## WORK TO COMPLETE
Go through the records, and copy each line in which the string "Negreiros" is present.
Top of EXTRACTED INFORMATION
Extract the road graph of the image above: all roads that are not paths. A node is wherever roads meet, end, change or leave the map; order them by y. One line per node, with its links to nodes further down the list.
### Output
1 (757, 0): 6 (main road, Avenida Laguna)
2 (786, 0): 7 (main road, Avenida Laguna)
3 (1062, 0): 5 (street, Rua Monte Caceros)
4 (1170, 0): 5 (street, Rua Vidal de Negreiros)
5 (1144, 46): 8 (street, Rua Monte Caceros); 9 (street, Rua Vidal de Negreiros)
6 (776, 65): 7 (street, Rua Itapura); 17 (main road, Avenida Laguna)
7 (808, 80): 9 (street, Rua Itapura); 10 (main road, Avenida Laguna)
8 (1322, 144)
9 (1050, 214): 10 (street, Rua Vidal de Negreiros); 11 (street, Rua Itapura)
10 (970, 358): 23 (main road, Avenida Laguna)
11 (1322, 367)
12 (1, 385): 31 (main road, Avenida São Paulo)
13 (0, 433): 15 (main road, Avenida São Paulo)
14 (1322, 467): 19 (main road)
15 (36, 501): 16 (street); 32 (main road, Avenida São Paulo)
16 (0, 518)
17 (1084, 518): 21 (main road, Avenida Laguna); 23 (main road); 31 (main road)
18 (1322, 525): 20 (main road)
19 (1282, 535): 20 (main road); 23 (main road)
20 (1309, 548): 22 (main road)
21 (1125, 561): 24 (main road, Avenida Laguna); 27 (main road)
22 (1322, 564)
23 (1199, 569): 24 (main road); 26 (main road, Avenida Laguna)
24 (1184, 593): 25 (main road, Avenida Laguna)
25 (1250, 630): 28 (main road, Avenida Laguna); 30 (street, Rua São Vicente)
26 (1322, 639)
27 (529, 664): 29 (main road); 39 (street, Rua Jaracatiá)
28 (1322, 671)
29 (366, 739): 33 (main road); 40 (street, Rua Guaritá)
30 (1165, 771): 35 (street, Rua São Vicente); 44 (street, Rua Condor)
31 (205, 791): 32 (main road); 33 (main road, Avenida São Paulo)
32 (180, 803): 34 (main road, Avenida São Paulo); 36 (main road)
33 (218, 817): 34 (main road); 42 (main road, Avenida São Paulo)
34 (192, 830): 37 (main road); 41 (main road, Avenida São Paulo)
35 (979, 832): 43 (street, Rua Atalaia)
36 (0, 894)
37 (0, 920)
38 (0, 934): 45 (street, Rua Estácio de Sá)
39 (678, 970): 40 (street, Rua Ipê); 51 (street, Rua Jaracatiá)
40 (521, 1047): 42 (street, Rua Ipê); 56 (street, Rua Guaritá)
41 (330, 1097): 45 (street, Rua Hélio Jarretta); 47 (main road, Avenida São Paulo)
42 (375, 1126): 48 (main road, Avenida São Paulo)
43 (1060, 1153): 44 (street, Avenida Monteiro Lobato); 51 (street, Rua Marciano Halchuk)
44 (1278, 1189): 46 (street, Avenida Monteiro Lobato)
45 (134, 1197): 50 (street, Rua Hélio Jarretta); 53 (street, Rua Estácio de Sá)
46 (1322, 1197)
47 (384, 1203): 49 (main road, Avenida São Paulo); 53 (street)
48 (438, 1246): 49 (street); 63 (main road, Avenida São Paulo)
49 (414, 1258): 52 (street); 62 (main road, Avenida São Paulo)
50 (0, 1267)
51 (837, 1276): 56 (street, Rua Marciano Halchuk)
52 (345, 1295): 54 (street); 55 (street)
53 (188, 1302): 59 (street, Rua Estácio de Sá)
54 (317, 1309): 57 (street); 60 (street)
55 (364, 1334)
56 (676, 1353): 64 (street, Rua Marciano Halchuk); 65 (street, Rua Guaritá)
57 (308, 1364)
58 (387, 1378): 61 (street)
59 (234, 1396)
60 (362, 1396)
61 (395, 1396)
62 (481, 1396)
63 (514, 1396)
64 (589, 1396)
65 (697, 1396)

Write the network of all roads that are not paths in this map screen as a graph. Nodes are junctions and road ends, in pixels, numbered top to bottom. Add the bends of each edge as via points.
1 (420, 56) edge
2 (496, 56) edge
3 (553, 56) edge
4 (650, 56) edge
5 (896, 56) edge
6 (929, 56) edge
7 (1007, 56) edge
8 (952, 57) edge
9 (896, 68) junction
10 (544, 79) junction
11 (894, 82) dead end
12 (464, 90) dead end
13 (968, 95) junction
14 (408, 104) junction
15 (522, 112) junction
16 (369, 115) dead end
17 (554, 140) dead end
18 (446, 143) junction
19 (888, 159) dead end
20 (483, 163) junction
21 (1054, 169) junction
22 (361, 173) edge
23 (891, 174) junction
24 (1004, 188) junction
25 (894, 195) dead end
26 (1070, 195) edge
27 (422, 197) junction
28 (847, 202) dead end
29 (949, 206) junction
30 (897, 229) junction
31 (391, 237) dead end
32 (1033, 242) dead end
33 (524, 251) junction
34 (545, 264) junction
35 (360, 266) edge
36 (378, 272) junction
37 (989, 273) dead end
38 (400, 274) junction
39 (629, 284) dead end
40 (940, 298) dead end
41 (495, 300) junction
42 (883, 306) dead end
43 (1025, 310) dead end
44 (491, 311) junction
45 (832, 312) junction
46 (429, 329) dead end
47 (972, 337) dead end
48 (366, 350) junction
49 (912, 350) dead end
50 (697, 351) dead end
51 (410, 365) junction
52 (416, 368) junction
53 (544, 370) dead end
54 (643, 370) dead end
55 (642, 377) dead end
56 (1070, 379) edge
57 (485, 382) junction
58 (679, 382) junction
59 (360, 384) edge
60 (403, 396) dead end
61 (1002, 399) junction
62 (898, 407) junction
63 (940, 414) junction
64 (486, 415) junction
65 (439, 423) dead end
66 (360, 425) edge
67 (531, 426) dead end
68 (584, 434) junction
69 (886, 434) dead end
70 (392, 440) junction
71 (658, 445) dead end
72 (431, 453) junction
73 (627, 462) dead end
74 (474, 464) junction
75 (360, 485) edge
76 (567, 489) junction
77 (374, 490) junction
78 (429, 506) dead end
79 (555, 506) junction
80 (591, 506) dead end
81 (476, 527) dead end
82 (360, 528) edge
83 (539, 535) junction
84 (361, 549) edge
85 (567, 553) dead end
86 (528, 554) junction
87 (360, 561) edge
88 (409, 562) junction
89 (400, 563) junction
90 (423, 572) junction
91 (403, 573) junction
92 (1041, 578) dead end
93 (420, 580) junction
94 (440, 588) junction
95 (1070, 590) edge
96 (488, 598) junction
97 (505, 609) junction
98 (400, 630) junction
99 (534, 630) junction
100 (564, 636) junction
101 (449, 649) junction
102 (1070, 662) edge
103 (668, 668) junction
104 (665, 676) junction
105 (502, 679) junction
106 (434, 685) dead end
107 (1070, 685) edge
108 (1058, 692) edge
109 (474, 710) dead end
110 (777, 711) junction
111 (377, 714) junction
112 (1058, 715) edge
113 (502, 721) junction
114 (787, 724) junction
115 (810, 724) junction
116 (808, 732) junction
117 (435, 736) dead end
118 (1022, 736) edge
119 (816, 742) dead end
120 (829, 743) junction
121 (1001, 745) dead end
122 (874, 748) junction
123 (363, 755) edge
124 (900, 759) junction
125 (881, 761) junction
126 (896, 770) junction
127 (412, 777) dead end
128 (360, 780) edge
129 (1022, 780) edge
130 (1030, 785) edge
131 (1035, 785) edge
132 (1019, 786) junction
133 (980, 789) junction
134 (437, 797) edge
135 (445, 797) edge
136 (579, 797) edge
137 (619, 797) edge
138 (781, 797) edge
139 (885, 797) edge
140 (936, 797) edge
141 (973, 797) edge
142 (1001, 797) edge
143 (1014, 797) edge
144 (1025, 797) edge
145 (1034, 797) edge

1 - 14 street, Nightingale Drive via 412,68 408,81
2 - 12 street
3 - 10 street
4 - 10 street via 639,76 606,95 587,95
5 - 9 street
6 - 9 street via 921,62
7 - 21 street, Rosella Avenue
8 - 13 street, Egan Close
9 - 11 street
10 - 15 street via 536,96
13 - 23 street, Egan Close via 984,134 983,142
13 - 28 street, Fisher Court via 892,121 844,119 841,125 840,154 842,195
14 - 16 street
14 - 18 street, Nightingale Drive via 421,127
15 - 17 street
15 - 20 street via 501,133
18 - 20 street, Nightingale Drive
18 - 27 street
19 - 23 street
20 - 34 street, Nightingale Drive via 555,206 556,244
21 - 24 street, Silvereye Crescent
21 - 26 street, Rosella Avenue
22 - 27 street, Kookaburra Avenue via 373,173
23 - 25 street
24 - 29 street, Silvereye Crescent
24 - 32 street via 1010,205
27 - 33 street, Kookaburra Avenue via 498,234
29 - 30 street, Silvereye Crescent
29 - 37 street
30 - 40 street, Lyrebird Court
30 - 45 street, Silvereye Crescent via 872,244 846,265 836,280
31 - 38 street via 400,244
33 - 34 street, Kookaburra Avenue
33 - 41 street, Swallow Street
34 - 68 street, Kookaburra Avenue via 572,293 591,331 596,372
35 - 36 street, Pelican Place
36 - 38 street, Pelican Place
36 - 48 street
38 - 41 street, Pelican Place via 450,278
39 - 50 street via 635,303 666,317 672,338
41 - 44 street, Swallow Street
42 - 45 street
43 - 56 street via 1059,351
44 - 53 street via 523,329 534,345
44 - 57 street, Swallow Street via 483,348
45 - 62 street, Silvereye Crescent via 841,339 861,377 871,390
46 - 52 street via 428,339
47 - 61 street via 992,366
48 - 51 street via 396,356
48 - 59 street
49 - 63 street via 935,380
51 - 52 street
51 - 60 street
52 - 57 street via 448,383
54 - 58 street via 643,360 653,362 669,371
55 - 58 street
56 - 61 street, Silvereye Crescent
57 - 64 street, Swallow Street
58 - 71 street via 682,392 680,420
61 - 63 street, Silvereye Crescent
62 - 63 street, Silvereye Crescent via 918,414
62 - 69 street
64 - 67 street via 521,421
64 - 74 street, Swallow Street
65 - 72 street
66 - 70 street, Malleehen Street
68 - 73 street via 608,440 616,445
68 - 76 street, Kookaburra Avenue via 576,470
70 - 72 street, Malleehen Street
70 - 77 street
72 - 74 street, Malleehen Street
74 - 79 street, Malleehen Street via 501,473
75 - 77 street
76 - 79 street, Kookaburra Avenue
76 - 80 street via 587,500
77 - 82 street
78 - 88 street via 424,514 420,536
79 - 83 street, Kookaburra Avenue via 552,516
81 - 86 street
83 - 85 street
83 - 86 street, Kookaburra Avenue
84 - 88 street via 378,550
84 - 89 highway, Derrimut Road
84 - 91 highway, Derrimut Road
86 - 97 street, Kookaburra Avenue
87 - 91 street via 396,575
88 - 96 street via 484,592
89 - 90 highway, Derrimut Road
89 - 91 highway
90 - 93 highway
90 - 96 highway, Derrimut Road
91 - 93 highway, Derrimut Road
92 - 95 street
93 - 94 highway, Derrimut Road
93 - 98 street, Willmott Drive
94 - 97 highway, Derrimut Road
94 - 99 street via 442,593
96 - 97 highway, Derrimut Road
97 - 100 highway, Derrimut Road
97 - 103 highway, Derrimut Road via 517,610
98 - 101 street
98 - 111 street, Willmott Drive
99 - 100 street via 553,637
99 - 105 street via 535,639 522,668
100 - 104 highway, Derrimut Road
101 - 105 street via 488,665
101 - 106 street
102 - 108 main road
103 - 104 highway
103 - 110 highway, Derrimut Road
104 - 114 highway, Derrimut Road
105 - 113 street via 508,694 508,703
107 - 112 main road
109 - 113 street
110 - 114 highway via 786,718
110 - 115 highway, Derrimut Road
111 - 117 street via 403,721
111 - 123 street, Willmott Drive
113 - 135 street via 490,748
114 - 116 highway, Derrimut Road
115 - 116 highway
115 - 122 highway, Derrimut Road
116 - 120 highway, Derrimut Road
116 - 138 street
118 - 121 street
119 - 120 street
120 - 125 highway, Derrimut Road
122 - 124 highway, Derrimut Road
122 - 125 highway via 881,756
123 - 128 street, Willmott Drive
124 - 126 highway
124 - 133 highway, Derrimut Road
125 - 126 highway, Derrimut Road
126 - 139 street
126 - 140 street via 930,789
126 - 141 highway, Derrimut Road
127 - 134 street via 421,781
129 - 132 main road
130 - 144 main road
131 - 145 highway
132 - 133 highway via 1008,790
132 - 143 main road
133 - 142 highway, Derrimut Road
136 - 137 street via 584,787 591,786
Bottom of EXTRACTED INFORMATION
## EXERCISE OUTPUT
4 (1170, 0): 5 (street, Rua Vidal de Negreiros)
5 (1144, 46): 8 (street, Rua Monte Caceros); 9 (street, Rua Vidal de Negreiros)
9 (1050, 214): 10 (street, Rua Vidal de Negreiros); 11 (street, Rua Itapura)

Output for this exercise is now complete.